Two days before, however, grave news from France had come to force his mind to wakefulness. Now finally what he had so long feared, what had kept God from his thoughts, was at hand, and his determined mind fell upon a judgement. He would not take the gold out to sea to drown it as he had been ordered by Jacques de Molay, instead he would take it to Scotland, where the Templar fleet was headed. He would not think on what would follow after that. He would think only of the gold kept safe, for this at least was something in his power to command, something that gave him the sense that his life was not a wasted, useless thing.
After all – the gold had whispered to him from its resting place – the Grand Master and Etienne, together with the leaders of the provinces, the commanders, knights and sergeants in France, were now languishing in the King’s prisons. The marshal and those left in Cyprus, traitors and loyal men alike, no doubt suffered the same fate. Marcus was therefore more alone than Moses in the wilderness, left to guard an Order that was falling into crumbs with no rule to support it. Who could blame him for following his own insights and inspirations? The gold had shown him how it was: a colossal act of disobedience now could be seen as a great act of bravery in future times.
Thus was he held by thoughts as he stood upon the threshold of the chapter house. His mind was dulled by what he knew was a lucid madness.

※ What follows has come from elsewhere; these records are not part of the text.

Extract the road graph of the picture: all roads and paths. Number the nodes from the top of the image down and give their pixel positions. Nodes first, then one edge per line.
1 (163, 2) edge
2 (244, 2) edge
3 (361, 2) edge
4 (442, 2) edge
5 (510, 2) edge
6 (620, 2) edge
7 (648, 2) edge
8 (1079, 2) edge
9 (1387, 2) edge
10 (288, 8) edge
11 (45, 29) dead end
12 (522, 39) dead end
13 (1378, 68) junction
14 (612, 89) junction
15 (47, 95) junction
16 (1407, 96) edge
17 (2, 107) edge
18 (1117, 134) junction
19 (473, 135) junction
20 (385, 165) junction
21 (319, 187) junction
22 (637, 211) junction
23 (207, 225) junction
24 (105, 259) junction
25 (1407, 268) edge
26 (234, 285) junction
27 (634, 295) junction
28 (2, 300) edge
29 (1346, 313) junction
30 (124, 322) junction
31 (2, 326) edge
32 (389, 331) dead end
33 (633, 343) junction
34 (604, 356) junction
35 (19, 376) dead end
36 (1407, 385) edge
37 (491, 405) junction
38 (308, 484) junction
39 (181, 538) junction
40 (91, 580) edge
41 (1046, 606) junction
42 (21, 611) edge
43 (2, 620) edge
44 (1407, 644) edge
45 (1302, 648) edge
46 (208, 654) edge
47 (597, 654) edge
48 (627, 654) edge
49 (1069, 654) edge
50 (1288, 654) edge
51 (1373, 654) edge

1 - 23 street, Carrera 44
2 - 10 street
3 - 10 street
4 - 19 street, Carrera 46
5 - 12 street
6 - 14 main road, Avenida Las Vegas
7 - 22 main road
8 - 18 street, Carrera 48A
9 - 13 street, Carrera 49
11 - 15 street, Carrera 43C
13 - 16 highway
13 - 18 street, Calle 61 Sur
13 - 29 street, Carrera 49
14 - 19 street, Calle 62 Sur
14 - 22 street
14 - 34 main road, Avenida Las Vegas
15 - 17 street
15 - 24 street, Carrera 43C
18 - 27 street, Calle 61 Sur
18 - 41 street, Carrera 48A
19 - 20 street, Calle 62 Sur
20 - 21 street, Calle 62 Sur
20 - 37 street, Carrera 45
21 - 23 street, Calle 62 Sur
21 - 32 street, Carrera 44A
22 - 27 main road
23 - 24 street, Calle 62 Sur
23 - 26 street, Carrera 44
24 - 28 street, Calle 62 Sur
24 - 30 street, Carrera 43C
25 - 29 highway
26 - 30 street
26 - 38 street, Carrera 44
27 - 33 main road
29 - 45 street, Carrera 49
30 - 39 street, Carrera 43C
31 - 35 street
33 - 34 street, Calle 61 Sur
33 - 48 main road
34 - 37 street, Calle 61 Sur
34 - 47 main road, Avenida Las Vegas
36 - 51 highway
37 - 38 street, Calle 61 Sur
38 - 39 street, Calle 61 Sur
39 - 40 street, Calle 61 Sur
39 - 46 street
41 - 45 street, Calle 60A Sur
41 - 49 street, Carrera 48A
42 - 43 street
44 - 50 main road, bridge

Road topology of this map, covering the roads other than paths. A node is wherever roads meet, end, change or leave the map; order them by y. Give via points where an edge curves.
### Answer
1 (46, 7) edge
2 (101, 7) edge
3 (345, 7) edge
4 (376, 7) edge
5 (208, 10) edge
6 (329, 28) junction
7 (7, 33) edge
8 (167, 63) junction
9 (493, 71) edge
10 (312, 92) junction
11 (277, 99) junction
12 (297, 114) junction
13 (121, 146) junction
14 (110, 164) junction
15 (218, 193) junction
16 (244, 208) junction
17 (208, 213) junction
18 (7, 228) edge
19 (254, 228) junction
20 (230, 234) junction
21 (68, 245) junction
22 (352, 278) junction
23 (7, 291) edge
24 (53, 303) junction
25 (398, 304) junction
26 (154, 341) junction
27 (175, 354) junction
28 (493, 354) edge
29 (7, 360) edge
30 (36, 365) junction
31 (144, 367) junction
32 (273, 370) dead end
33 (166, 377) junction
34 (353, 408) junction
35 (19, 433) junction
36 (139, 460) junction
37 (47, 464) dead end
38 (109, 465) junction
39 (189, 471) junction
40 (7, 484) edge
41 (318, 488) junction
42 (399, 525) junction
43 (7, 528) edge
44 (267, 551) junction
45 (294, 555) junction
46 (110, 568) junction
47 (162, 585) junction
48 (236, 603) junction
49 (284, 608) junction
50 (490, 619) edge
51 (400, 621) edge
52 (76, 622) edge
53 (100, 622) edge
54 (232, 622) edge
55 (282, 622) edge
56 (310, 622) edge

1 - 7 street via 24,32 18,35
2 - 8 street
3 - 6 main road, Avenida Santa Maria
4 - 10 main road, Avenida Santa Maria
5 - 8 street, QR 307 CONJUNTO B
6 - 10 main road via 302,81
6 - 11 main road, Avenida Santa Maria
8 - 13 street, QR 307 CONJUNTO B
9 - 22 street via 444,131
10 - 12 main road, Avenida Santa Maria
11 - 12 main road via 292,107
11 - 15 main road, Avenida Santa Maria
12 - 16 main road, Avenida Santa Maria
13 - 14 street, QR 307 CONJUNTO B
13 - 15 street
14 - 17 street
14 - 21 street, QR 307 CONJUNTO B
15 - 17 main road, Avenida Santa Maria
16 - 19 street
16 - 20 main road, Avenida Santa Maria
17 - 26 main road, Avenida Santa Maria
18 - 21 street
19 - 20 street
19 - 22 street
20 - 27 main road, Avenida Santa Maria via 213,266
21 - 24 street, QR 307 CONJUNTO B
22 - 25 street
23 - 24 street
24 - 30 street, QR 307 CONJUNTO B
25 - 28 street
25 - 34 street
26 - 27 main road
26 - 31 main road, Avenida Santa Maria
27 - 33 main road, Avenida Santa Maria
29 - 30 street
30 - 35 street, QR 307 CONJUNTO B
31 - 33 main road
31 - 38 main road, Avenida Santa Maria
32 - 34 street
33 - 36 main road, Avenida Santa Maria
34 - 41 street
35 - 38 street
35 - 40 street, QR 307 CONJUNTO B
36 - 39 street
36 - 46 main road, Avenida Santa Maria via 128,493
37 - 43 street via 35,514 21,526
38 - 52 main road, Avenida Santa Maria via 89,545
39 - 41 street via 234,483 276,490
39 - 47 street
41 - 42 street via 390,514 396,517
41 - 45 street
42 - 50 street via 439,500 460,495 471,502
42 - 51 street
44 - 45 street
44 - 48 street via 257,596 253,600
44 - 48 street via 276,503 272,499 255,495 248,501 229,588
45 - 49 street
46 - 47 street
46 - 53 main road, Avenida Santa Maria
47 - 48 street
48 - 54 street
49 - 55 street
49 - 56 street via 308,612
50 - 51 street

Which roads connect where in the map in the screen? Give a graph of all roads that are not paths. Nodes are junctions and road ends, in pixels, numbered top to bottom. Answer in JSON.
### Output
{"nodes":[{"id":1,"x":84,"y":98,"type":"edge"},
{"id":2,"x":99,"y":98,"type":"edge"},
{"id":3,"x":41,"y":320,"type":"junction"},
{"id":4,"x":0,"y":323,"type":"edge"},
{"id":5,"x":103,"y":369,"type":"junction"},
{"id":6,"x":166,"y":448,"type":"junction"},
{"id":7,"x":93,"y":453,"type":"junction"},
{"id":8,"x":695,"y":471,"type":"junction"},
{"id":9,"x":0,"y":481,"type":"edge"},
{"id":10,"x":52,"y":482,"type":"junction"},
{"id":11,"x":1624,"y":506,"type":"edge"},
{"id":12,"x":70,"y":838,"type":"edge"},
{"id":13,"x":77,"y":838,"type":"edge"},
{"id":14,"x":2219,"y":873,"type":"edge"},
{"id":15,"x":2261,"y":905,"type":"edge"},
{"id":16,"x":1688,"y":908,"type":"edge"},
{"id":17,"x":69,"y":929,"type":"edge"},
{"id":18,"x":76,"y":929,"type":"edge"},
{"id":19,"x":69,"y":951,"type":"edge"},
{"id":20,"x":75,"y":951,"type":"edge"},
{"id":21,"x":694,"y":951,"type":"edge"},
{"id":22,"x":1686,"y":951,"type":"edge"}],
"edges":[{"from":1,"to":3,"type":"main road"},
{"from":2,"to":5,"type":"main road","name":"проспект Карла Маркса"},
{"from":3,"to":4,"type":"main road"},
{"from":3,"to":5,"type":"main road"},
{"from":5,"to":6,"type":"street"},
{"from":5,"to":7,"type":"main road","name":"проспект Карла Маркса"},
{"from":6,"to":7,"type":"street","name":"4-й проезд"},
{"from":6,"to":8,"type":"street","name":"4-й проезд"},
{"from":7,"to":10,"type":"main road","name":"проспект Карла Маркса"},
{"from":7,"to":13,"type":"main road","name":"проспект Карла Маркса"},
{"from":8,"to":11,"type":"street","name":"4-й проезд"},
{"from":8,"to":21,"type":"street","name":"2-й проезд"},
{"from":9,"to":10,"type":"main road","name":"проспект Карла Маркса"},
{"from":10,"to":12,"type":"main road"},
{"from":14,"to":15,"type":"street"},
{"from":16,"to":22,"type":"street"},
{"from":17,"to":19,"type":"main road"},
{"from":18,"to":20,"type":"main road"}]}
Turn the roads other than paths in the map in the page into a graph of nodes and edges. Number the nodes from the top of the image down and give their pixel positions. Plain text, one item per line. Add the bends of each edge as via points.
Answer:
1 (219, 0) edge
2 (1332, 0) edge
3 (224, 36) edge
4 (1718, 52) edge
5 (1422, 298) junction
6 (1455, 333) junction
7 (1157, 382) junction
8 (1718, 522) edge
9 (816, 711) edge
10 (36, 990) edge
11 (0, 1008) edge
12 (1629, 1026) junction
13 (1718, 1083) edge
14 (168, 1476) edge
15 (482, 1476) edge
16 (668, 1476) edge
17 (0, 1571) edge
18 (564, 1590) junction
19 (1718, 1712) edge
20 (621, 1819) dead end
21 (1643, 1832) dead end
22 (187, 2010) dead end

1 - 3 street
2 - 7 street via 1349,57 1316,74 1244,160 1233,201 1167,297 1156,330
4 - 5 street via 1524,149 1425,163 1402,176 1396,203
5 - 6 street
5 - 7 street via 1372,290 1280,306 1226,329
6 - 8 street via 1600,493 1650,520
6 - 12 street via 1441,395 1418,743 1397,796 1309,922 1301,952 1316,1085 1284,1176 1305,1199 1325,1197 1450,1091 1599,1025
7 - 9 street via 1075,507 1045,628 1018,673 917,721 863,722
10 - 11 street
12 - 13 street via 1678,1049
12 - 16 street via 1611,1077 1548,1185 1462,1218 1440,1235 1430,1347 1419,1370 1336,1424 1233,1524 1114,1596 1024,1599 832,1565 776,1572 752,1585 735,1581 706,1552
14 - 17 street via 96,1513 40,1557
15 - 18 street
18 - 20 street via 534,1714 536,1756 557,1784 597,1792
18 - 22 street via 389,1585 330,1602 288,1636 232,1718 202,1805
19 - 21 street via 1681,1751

He looked about the circle of men, hearing his breathing in his ears. Unlike him, they were full of the wide-awake despair that sanity brings. Full of despair because nothing in their demeanour recalled what once had been. Nothing spoke of the army that had moved like a god through the Holy Land, a force so mighty and impregnable as to cause the sun to pale beside its power. In their eyes he saw them, a few scarred men, less than
twenty in total, diminished by the weight of their crosses that seemed to have grown from out of the heart and were drawing strength from the blood.
This made his face full of activity: a vein pulsed under his eye and the skin around the scar contorted the muscles of his cheeks into a dance of unbidden smiles.
Andrew saw it, tipped his head to him and made room for him on the step of stone.
Marcus cast the knight a look that in the passage from eye to eye told him: ‘Beware, my brother, for I am standing upon the edge of an abyss, and all that is needed is the slightest wisp of a breeze to send us both downwards.’
It made Andrew frown and settle into himself as his commander came forward and sat beside him.
A moment later Bartholomew, Commander of Tomar, entered the centre of the room. He let his eyes fall upon each man in turn until they fell upon Marcus. ‘Grand Commander,’ he bowed, ‘will you perform the ritual?’
Marcus shook his head and a spasm followed the line of his scar to his mouth. ‘This is your commandery, Brother Bartholomew, I am but a visitor in these walls.’
The man nodded, and with a face like wood that is too long dry, and a voice cracked and hoarse, he said into the night, ‘Knights, priests and sergeants, I call upon you to discharge your duties and form the Tabernacle. Knight-Priest and inner guard, as keeper of the inner porch, can you state if our Tabernacle is securely guarded from all intruders?’